Task item: Beginning with the first line below, retype exactly each line through the one containing "middle mcp: (222, 177)". Leave out all pictures.

Available records:
-------------------------
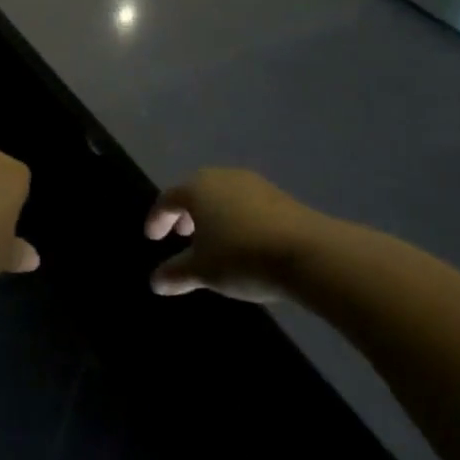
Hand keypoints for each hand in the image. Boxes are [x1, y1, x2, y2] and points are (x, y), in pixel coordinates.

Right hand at [145, 168, 320, 302]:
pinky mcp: (279, 197)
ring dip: (212, 216)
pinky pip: (245, 203)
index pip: (168, 198)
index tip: (152, 237)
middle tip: (181, 235)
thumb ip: (176, 273)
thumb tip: (155, 282)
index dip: (157, 218)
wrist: (307, 252)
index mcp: (197, 188)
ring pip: (222, 196)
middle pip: (196, 191)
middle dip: (186, 213)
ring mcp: (253, 184)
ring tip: (213, 241)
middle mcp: (222, 177)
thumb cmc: (241, 256)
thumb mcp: (203, 271)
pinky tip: (243, 242)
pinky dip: (235, 218)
-------------------------
Reply to the task:
Hand keypoints for each hand in the image. Boxes are [x1, y1, x2, y2] and points are (x, y), in pixel coordinates.

Right hand at [145, 168, 320, 302]:
pinky mcp: (279, 197)
ring dip: (212, 216)
pinky pip: (245, 203)
index pip: (168, 198)
index tip: (152, 237)
middle tip: (181, 235)
thumb ip: (176, 273)
thumb tip: (155, 282)
index dip: (157, 218)
wrist: (307, 252)
index mcp: (197, 188)
ring pip: (222, 196)
middle pip: (196, 191)
middle dip: (186, 213)
ring mcp: (253, 184)
ring tip: (213, 241)
middle mcp: (222, 177)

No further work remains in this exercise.